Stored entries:
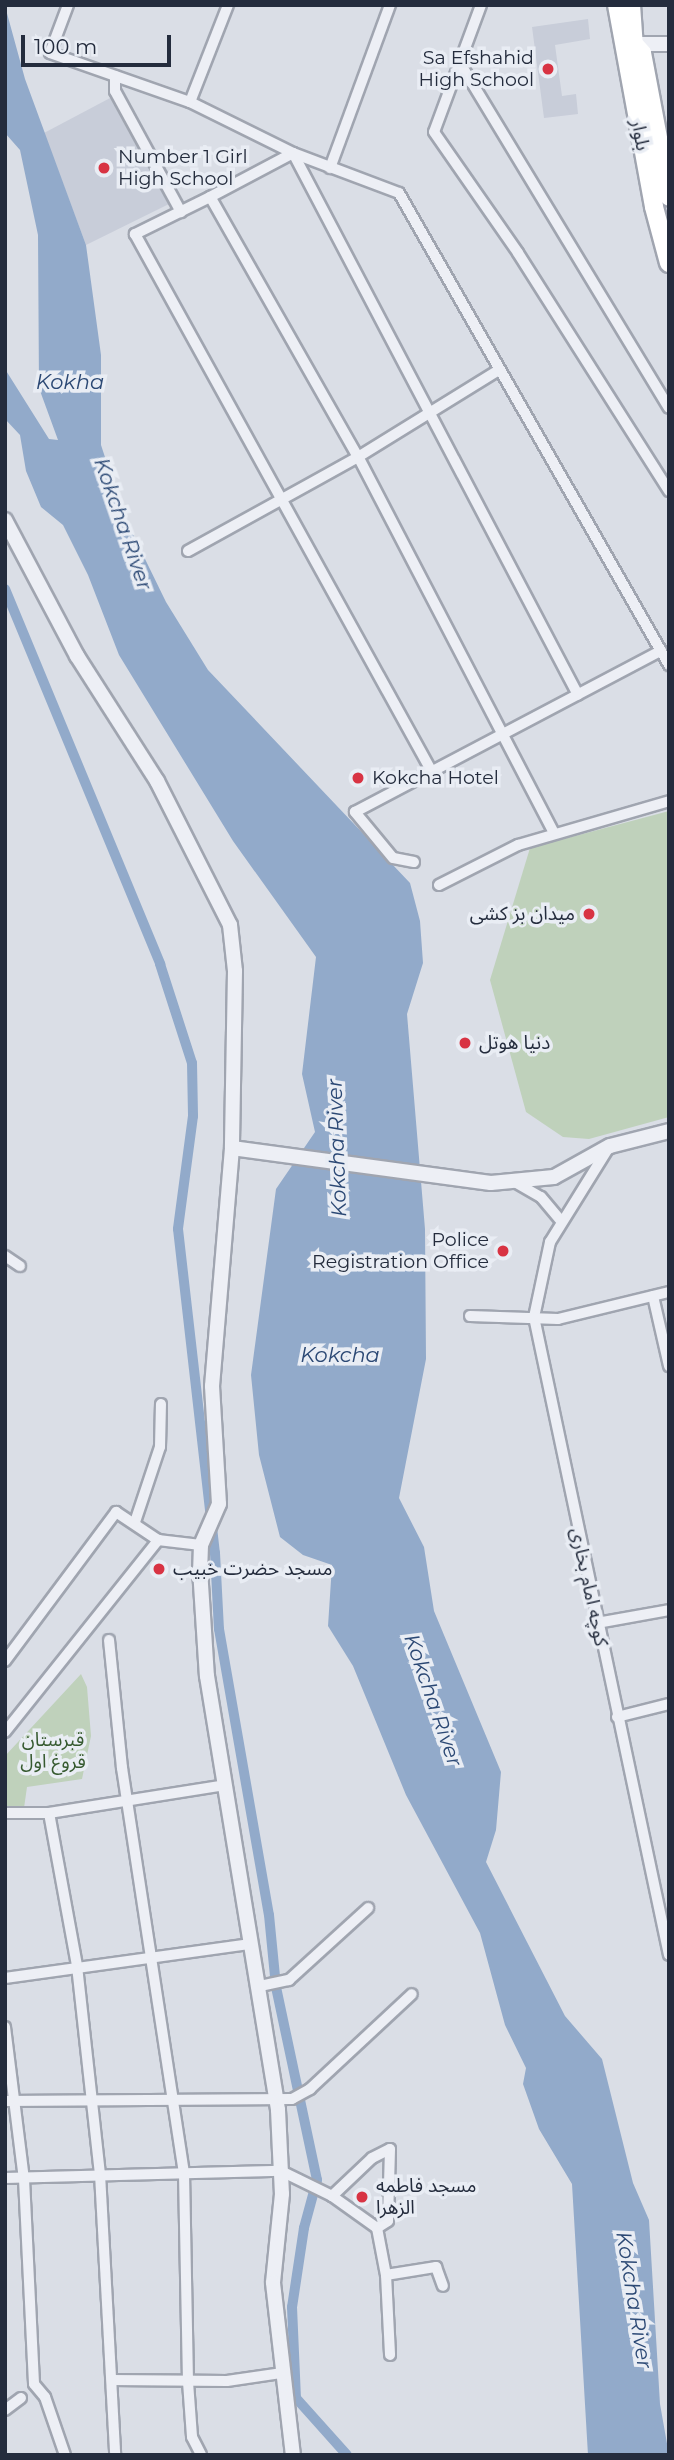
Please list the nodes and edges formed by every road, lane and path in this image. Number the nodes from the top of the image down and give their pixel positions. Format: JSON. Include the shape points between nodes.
{"nodes":[{"id":1,"x":68,"y":5,"type":"edge"},
{"id":2,"x":228,"y":5,"type":"edge"},
{"id":3,"x":390,"y":5,"type":"edge"},
{"id":4,"x":481,"y":5,"type":"edge"},
{"id":5,"x":617,"y":5,"type":"edge"},
{"id":6,"x":631,"y":5,"type":"edge"},
{"id":7,"x":634,"y":44,"type":"junction"},
{"id":8,"x":669,"y":44,"type":"edge"},
{"id":9,"x":460,"y":63,"type":"junction"},
{"id":10,"x":115,"y":76,"type":"junction"},
{"id":11,"x":190,"y":103,"type":"junction"},
{"id":12,"x":293,"y":153,"type":"junction"},
{"id":13,"x":330,"y":168,"type":"junction"},
{"id":14,"x":669,"y":196,"type":"edge"},
{"id":15,"x":210,"y":197,"type":"junction"},
{"id":16,"x":181,"y":212,"type":"junction"},
{"id":17,"x":669,"y":263,"type":"edge"},
{"id":18,"x":499,"y":370,"type":"junction"},
{"id":19,"x":669,"y":408,"type":"edge"},
{"id":20,"x":431,"y":414,"type":"junction"},
{"id":21,"x":358,"y":457,"type":"junction"},
{"id":22,"x":669,"y":491,"type":"edge"},
{"id":23,"x":281,"y":498,"type":"junction"},
{"id":24,"x":5,"y":520,"type":"edge"},
{"id":25,"x":188,"y":551,"type":"dead end"},
{"id":26,"x":661,"y":651,"type":"junction"},
{"id":27,"x":669,"y":665,"type":"edge"},
{"id":28,"x":578,"y":695,"type":"junction"},
{"id":29,"x":502,"y":735,"type":"junction"},
{"id":30,"x":432,"y":772,"type":"junction"},
{"id":31,"x":669,"y":801,"type":"edge"},
{"id":32,"x":554,"y":832,"type":"junction"},
{"id":33,"x":414,"y":862,"type":"dead end"},
{"id":34,"x":439,"y":885,"type":"dead end"},
{"id":35,"x":669,"y":1131,"type":"edge"},
{"id":36,"x":610,"y":1146,"type":"junction"},
{"id":37,"x":232,"y":1148,"type":"junction"},
{"id":38,"x":513,"y":1181,"type":"junction"},
{"id":39,"x":561,"y":1221,"type":"junction"},
{"id":40,"x":5,"y":1256,"type":"edge"},
{"id":41,"x":20,"y":1266,"type":"dead end"},
{"id":42,"x":669,"y":1292,"type":"edge"},
{"id":43,"x":653,"y":1296,"type":"junction"},
{"id":44,"x":470,"y":1317,"type":"dead end"},
{"id":45,"x":534,"y":1317,"type":"junction"},
{"id":46,"x":669,"y":1366,"type":"edge"},
{"id":47,"x":161,"y":1404,"type":"dead end"},
{"id":48,"x":135,"y":1522,"type":"junction"},
{"id":49,"x":158,"y":1540,"type":"junction"},
{"id":50,"x":201,"y":1545,"type":"junction"},
{"id":51,"x":669,"y":1610,"type":"edge"},
{"id":52,"x":597,"y":1623,"type":"junction"},
{"id":53,"x":109,"y":1640,"type":"dead end"},
{"id":54,"x":5,"y":1661,"type":"edge"},
{"id":55,"x":669,"y":1704,"type":"edge"},
{"id":56,"x":617,"y":1717,"type":"junction"},
{"id":57,"x":5,"y":1732,"type":"edge"},
{"id":58,"x":225,"y":1785,"type":"junction"},
{"id":59,"x":127,"y":1798,"type":"junction"},
{"id":60,"x":5,"y":1813,"type":"edge"},
{"id":61,"x":49,"y":1813,"type":"junction"},
{"id":62,"x":368,"y":1909,"type":"dead end"},
{"id":63,"x":251,"y":1944,"type":"junction"},
{"id":64,"x":669,"y":1955,"type":"edge"},
{"id":65,"x":151,"y":1957,"type":"junction"},
{"id":66,"x":77,"y":1966,"type":"junction"},
{"id":67,"x":5,"y":1978,"type":"edge"},
{"id":68,"x":266,"y":1985,"type":"junction"},
{"id":69,"x":412,"y":1994,"type":"dead end"},
{"id":70,"x":5,"y":2027,"type":"edge"},
{"id":71,"x":9,"y":2101,"type":"edge"},
{"id":72,"x":176,"y":2101,"type":"junction"},
{"id":73,"x":276,"y":2101,"type":"junction"},
{"id":74,"x":90,"y":2102,"type":"junction"},
{"id":75,"x":281,"y":2171,"type":"junction"},
{"id":76,"x":184,"y":2173,"type":"junction"},
{"id":77,"x":100,"y":2174,"type":"junction"},
{"id":78,"x":5,"y":2178,"type":"edge"},
{"id":79,"x":24,"y":2179,"type":"junction"},
{"id":80,"x":326,"y":2193,"type":"junction"},
{"id":81,"x":377,"y":2228,"type":"junction"},
{"id":82,"x":386,"y":2275,"type":"junction"},
{"id":83,"x":443,"y":2286,"type":"dead end"},
{"id":84,"x":390,"y":2355,"type":"dead end"},
{"id":85,"x":282,"y":2373,"type":"junction"},
{"id":86,"x":112,"y":2380,"type":"junction"},
{"id":87,"x":188,"y":2382,"type":"junction"},
{"id":88,"x":21,"y":2398,"type":"dead end"},
{"id":89,"x":5,"y":2410,"type":"edge"},
{"id":90,"x":65,"y":2455,"type":"edge"},
{"id":91,"x":115,"y":2455,"type":"edge"},
{"id":92,"x":201,"y":2455,"type":"edge"},
{"id":93,"x":293,"y":2455,"type":"edge"}],
"edges":[{"from":1,"to":10,"type":"street","via":[[50,52]]},
{"from":2,"to":11,"type":"street"},
{"from":3,"to":13,"type":"street"},
{"from":4,"to":9,"type":"street"},
{"from":5,"to":17,"type":"main road","name":"بلوار","via":[[654,207]]},
{"from":6,"to":7,"type":"main road","name":"بلوار"},
{"from":7,"to":8,"type":"street"},
{"from":7,"to":14,"type":"main road","name":"بلوار","via":[[642,54]]},
{"from":9,"to":19,"type":"street"},
{"from":9,"to":22,"type":"street","via":[[434,132],[518,253]]},
{"from":10,"to":11,"type":"street"},
{"from":10,"to":16,"type":"street","via":[[115,91]]},
{"from":11,"to":12,"type":"street"},
{"from":12,"to":13,"type":"street"},
{"from":12,"to":15,"type":"street"},
{"from":12,"to":20,"type":"street"},
{"from":13,"to":18,"type":"street","via":[[399,193]]},
{"from":15,"to":16,"type":"street"},
{"from":15,"to":21,"type":"street"},
{"from":16,"to":23,"type":"street","via":[[135,234]]},
{"from":18,"to":20,"type":"street"},
{"from":18,"to":26,"type":"street"},
{"from":20,"to":21,"type":"street"},
{"from":20,"to":28,"type":"street"},
{"from":21,"to":23,"type":"street"},
{"from":21,"to":29,"type":"street"},
{"from":23,"to":25,"type":"street"},
{"from":23,"to":30,"type":"street"},
{"from":24,"to":37,"type":"street","via":[[77,656],[157,781],[230,925],[235,971]]},
{"from":26,"to":27,"type":"street"},
{"from":26,"to":28,"type":"street"},
{"from":28,"to":29,"type":"street"},
{"from":29,"to":30,"type":"street"},
{"from":29,"to":32,"type":"street"},
{"from":30,"to":33,"type":"street","via":[[355,812],[393,858]]},
{"from":31,"to":32,"type":"street"},
{"from":32,"to":34,"type":"street"},
{"from":35,"to":36,"type":"street"},
{"from":36,"to":38,"type":"street","via":[[554,1177]]},
{"from":36,"to":39,"type":"street","name":"کوچه امام بخاری"},
{"from":37,"to":38,"type":"street","via":[[439,1178]]},
{"from":37,"to":50,"type":"street","via":[[212,1386],[219,1504]]},
{"from":38,"to":39,"type":"street","via":[[541,1197]]},
{"from":39,"to":45,"type":"street","name":"کوچه امام بخاری","via":[[543,1268]]},
{"from":40,"to":41,"type":"street"},
{"from":42,"to":43,"type":"street"},
{"from":43,"to":45,"type":"street","via":[[558,1319]]},
{"from":43,"to":46,"type":"street"},
{"from":44,"to":45,"type":"street"},
{"from":45,"to":52,"type":"street","name":"کوچه امام بخاری"},
{"from":47,"to":48,"type":"street","via":[[160,1447]]},
{"from":48,"to":49,"type":"street"},
{"from":48,"to":54,"type":"street","via":[[116,1511]]},
{"from":49,"to":50,"type":"street"},
{"from":49,"to":57,"type":"street"},
{"from":50,"to":58,"type":"street","via":[[207,1676]]},
{"from":51,"to":52,"type":"street"},
{"from":52,"to":56,"type":"street","name":"کوچه امام بخاری"},
{"from":53,"to":59,"type":"street"},
{"from":55,"to":56,"type":"street"},
{"from":56,"to":64,"type":"street","name":"کوچه امام بخاری"},
{"from":58,"to":59,"type":"street"},
{"from":58,"to":63,"type":"street"},
{"from":59,"to":61,"type":"street"},
{"from":59,"to":65,"type":"street"},
{"from":60,"to":61,"type":"street"},
{"from":61,"to":66,"type":"street"},
{"from":62,"to":68,"type":"street","via":[[289,1980]]},
{"from":63,"to":65,"type":"street"},
{"from":63,"to":68,"type":"street"},
{"from":65,"to":66,"type":"street"},
{"from":65,"to":72,"type":"street"},
{"from":66,"to":67,"type":"street"},
{"from":66,"to":74,"type":"street"},
{"from":68,"to":73,"type":"street"},
{"from":69,"to":73,"type":"street","via":[[310,2090]]},
{"from":70,"to":71,"type":"street"},
{"from":71,"to":74,"type":"street"},
{"from":71,"to":79,"type":"street"},
{"from":72,"to":73,"type":"street"},
{"from":72,"to":74,"type":"street"},
{"from":72,"to":76,"type":"street"},
{"from":73,"to":75,"type":"street"},
{"from":74,"to":77,"type":"street"},
{"from":75,"to":76,"type":"street"},
{"from":75,"to":80,"type":"street"},
{"from":75,"to":85,"type":"street","via":[[273,2283]]},
{"from":76,"to":77,"type":"street"},
{"from":76,"to":87,"type":"street"},
{"from":77,"to":79,"type":"street"},
{"from":77,"to":86,"type":"street"},
{"from":78,"to":79,"type":"street"},
{"from":79,"to":90,"type":"street","via":[[34,2384],[45,2398]]},
{"from":80,"to":81,"type":"street"},
{"from":80,"to":81,"type":"street","via":[[390,2149],[388,2221]]},
{"from":81,"to":82,"type":"street"},
{"from":82,"to":83,"type":"street","via":[[436,2267]]},
{"from":82,"to":84,"type":"street"},
{"from":85,"to":87,"type":"street"},
{"from":85,"to":93,"type":"street"},
{"from":86,"to":87,"type":"street"},
{"from":86,"to":91,"type":"street"},
{"from":87,"to":92,"type":"street","via":[[192,2437]]},
{"from":88,"to":89,"type":"street"}]}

INSTRUCTIONS TO FOLLOW: Among the records, count every line where "امام" appears. Reply with the total alone.

WRITTEN ANSWER: 5